During today’s inspection the home and grounds were toured. There were five children in care with Licensee (LS) and three staff (S1, S2 & S3), the facility was operating within the licensed capacity and ratio requirements. No children were observed left in any parked vehicle. The facility’s operating hours are 8:30AM to 12:00AM, Mon–Fri. The floor plan submitted by the licensee was reviewed and verified. The off-limits areas of the home are the entire upper level of the home and the garage and were made inaccessible by a child safety gate and plastic doorknob covers. The interior of the home was clean and orderly and was at a comfortable indoor temperature. There were safe toys and equipment available for children. There is a working telephone in the home. Licensee’s EMSA approved pediatric CPR/First Aid certification expire 11/13/2023. Items which could pose a danger to children (detergents, cleaning compounds, medications, etc.) were stored out of the reach of children. There is a functional smoke and carbon monoxide detectors; and a fully charged fire extinguisher rated at least 2A10BC. The Licensee stated she did not store any poison(s), or firearm(s) or other dangerous weapon(s) on site; and none were observed by LPA.

Licensee furnished a current copy of her AB 1207 Mandated Reporter Training certificate, as well as current copies for S1 & S2. (Continue to LIC 809-C)
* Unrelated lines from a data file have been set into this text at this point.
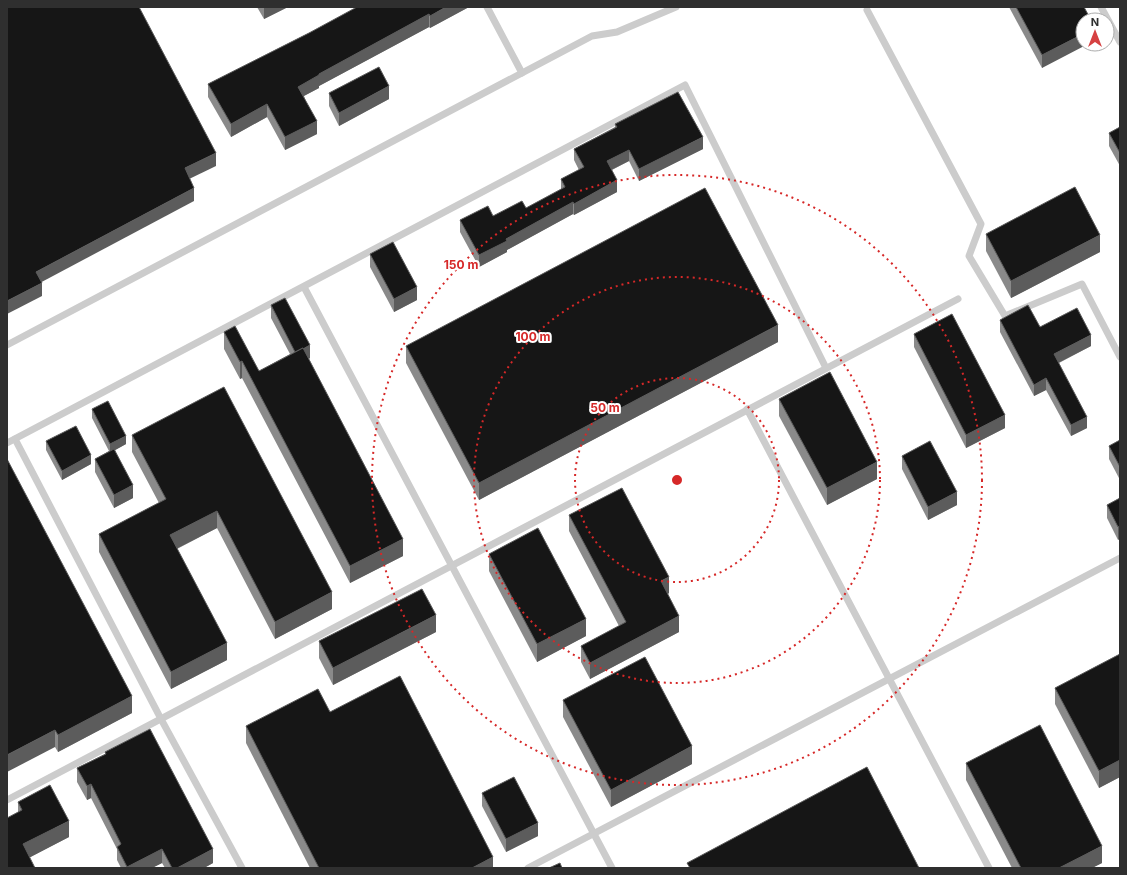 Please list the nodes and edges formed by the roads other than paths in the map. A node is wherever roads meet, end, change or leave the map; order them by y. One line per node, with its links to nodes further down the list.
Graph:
1 (487, 7): 6 (lane)
2 (676, 7): 6 (lane)
3 (1101, 7): 5 (lane)
4 (867, 10): 10 (lane)
5 (1120, 42)
6 (522, 73): 9 (lane)
7 (304, 287): 11 (lane); 13 (lane); 16 (lane)
8 (958, 299): 11 (lane)
9 (7, 345)
10 (1120, 357)
11 (826, 368): 12 (lane)
12 (747, 409): 16 (lane); 17 (lane)
13 (15, 438): 14 (lane); 18 (lane)
14 (7, 443)
15 (1120, 558): 17 (lane)
16 (451, 566): 18 (lane); 20 (lane)
17 (889, 678): 20 (lane); 24 (lane)
18 (161, 719): 19 (lane); 21 (lane)
19 (7, 800)
20 (593, 833): 22 (lane); 23 (lane)
21 (242, 868)
22 (528, 868)
23 (612, 868)
24 (989, 868)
SUPERVISOR'S NAME: Leslie LeporiTELEPHONE: (707) 588-5060
LICENSING EVALUATOR NAME: Melchisedeck AugustinTELEPHONE: (707) 494-4918
LICENSING EVALUATOR SIGNATURE:
DATE: 03/29/2023
I acknowledge receipt of this form and understand my licensing appeal rights as explained and received.
FACILITY REPRESENTATIVE SIGNATURE:
DATE: 03/29/2023
This report must be available at Child Care and Group Home facilities for public review for 3 years.

LIC809 (FAS) - (06/04)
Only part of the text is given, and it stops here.